Early on, I loved listening to the radio. We're not talking about FM or satellite or HD, but plain old static-filled AM radio. I wanted to be a radio announcer, although I never had the voice for it, but I thought maybe something would work out. I built a crystal radio set from a kit and listened to it in preference to the table radio in the kitchen. The crystal set entailed stringing a rather long antenna from the house to the garage and also running a ground wire to make it work. But work it did and I had the thrill of listening on headphones with a radio I had built. Eventually I got a table radio of my own and listened to that. I preferred top 40 rock music and sang along with all the songs. In the summer I listened to the broadcasts of the Washington Senators baseball games, hearing the static from distant thunderstorms during the play-by-play. They usually lost, but they were, after all, the home team.

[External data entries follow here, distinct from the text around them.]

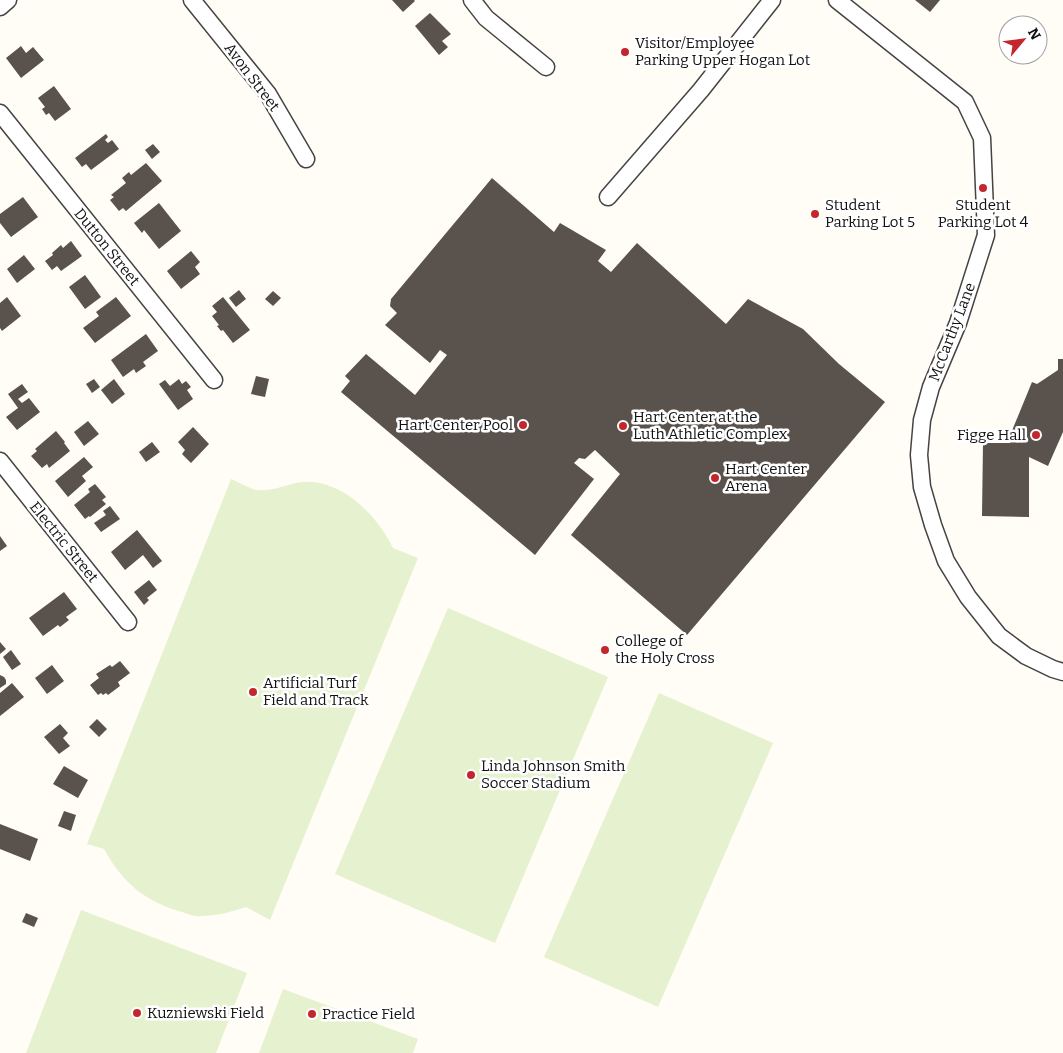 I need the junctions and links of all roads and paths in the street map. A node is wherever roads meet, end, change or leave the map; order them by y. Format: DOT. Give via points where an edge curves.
graph roads {
  1 [pos="8,0"];
  2 [pos="192,0"];
  3 [pos="472,0"];
  4 [pos="772,0"];
  5 [pos="837,0"];
  6 [pos="0,7"];
  7 [pos="546,67"];
  8 [pos="0,113"];
  9 [pos="306,159"];
  10 [pos="608,197"];
  11 [pos="214,380"];
  12 [pos="0,461"];
  13 [pos="128,622"];
  14 [pos="1063,672"];
  1 -- 6 [label="street"];
  2 -- 9 [label="street, Avon Street" via="268,94"];
  3 -- 7 [label="street" via="486,18"];
  4 -- 10 [label="street" via="701,90"];
  5 -- 14 [label="street, McCarthy Lane" via="965,102 982,138 986,236 922,420 919,455 922,487 946,561 968,597 999,636 1026,656"];
  8 -- 11 [label="street, Dutton Street"];
  12 -- 13 [label="street, Electric Street"];
}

When I went to college, I was thrilled to learn that the campus has its own 5-watt FM radio station, WESU-FM, the voice of Wesleyan University. We had to take a test for a license, and so many people were interested in broadcasting that the freshmen started out doing newscasts. We had a teletype machine we could rip wire service stories off and tape them together for our script. I didn't like this very much, but I persevered and I think shared a three-hour show with another guy. He played rock and I played folk music. Sophomore year I was in Europe the first semester, but found on my return that the other guy had lost interest and I would have a three-hour show if I wanted it. The only catch was it was on Saturday, but I usually stayed around on weekends so that worked. I did the "Come In, Stranger" Folk Music show the rest of sophomore year and the first semester of junior year. I called it that after the Ian and Sylvia cover of the Johnny Cash song. If I were doing it today I would call it, "Biscuit City." I played strictly folk music, and while I was never sure anyone was listening, I had a good time. Surprisingly, although I am a shy person, speaking to an unseen audience didn't bother me at all. A friend of mine told me that my show was the favorite of the professor who ran the biology rat lab Saturday afternoons. Seems the rats did better at their tasks on a diet of roots music. Could be.
I never did any more with radio, save a turn at sound effects when the Chorale did a 40's radio show for a concert a while back. That was fun and a real addition to my resume. A few years ago, some of the current students were cleaning up the studios at WESU-AM & FM and came across my third-class radio-telephone operator's license. I have it here somewhere, proof that once upon a time I was on the radio.